■ **Problem statement**: Copy out each line of the entries below in which the string "image" appears.

(Stored data entries)
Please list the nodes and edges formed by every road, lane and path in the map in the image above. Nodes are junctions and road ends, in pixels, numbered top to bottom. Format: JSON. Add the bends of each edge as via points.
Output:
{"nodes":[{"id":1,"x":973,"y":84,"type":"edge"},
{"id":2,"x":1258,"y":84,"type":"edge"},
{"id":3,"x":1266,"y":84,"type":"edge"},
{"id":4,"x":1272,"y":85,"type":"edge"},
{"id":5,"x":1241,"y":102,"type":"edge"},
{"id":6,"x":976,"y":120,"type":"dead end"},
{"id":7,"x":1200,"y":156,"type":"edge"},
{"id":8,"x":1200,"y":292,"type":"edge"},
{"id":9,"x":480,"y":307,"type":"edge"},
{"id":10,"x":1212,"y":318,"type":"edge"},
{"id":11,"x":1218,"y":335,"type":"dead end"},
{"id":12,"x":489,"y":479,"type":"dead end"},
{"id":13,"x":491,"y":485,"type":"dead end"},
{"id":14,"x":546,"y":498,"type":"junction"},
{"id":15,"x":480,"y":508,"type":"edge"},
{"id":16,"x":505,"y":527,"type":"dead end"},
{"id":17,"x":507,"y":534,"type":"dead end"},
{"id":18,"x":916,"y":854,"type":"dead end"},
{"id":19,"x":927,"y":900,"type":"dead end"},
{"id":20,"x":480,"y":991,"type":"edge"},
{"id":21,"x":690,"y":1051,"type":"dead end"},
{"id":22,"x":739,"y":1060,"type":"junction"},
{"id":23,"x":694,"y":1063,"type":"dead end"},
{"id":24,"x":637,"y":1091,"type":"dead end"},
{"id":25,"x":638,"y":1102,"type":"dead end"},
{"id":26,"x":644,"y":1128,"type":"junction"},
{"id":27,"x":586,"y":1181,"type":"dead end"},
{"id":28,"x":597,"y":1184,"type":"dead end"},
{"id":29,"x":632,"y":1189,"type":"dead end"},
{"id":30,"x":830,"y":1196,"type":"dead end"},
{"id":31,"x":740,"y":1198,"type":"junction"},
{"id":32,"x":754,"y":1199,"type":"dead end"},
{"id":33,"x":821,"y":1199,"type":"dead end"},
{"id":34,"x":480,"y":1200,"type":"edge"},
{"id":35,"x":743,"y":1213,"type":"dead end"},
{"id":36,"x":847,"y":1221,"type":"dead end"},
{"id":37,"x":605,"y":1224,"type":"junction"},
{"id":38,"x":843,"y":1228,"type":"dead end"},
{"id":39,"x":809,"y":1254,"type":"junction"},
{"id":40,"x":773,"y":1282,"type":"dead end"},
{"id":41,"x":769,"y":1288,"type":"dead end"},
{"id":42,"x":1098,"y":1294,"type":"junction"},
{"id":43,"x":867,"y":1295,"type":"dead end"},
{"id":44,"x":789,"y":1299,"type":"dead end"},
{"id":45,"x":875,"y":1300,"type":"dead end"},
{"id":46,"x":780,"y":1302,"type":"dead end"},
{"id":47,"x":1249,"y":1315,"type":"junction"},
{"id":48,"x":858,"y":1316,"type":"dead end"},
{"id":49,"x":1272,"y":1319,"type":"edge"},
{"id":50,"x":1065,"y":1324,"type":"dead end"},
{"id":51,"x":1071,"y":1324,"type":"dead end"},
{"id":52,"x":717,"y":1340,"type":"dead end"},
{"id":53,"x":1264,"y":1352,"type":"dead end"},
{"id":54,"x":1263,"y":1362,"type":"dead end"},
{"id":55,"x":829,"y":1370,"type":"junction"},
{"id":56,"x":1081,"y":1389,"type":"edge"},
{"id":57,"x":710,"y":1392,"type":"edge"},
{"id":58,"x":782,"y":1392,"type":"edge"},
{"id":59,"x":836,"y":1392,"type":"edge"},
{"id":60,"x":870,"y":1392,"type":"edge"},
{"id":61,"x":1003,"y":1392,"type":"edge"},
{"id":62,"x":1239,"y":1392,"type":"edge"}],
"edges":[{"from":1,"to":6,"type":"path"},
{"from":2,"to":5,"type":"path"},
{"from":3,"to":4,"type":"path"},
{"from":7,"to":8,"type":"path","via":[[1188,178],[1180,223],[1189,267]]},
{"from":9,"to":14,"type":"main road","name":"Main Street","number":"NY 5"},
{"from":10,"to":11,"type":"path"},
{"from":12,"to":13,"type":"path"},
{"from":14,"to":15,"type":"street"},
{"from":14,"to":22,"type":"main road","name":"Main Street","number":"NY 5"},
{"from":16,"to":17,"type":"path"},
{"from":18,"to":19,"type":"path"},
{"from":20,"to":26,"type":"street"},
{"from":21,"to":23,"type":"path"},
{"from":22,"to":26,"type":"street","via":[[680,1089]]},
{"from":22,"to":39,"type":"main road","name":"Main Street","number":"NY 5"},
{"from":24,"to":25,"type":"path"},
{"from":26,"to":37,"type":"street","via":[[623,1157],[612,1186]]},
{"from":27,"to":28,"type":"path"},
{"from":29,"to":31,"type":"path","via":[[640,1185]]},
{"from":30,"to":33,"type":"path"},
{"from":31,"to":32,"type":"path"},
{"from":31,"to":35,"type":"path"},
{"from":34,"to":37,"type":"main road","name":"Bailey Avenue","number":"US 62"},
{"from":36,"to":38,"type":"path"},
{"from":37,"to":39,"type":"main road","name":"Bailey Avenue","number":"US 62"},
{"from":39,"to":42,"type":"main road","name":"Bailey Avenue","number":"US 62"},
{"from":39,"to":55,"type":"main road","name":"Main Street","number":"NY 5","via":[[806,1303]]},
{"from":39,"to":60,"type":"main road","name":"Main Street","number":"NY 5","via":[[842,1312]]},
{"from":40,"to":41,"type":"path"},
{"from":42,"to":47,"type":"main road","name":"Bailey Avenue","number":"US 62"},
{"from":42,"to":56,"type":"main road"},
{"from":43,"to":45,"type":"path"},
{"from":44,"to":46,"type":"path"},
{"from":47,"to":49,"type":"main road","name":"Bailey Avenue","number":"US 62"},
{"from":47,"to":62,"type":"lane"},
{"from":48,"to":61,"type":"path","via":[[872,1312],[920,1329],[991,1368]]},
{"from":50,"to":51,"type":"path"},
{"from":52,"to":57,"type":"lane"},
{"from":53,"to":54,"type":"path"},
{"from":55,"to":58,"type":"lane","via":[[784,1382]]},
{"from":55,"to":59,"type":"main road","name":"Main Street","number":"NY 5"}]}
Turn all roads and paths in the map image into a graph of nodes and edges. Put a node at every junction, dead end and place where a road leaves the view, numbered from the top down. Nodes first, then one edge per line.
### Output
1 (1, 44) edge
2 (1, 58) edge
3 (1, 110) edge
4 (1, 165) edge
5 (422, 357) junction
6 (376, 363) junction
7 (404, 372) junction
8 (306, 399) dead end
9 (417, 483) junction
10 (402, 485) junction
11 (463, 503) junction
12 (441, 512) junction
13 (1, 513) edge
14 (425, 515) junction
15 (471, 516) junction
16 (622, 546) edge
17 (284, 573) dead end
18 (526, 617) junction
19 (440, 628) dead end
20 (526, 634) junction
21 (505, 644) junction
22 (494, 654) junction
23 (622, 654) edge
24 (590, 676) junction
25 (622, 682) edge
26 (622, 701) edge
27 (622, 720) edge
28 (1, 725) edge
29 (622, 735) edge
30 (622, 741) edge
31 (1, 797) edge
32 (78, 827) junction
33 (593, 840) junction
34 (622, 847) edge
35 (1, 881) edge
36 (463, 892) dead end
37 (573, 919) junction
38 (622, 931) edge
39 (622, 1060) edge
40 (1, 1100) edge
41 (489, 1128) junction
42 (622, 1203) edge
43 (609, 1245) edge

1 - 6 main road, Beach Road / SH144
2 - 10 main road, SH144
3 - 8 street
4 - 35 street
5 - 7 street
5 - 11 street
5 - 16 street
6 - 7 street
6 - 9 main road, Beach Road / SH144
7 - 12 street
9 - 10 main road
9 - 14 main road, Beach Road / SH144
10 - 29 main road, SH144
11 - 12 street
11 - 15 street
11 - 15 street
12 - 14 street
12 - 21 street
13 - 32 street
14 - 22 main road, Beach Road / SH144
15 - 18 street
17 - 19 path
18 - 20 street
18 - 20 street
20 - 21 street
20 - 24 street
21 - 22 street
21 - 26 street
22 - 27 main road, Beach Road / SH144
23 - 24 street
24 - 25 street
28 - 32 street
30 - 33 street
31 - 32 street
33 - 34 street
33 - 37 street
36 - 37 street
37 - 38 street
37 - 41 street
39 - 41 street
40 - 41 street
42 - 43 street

■ **Exercise answer**:
Please list the nodes and edges formed by every road, lane and path in the map in the image above. Nodes are junctions and road ends, in pixels, numbered top to bottom. Format: JSON. Add the bends of each edge as via points.
Turn all roads and paths in the map image into a graph of nodes and edges. Put a node at every junction, dead end and place where a road leaves the view, numbered from the top down. Nodes first, then one edge per line.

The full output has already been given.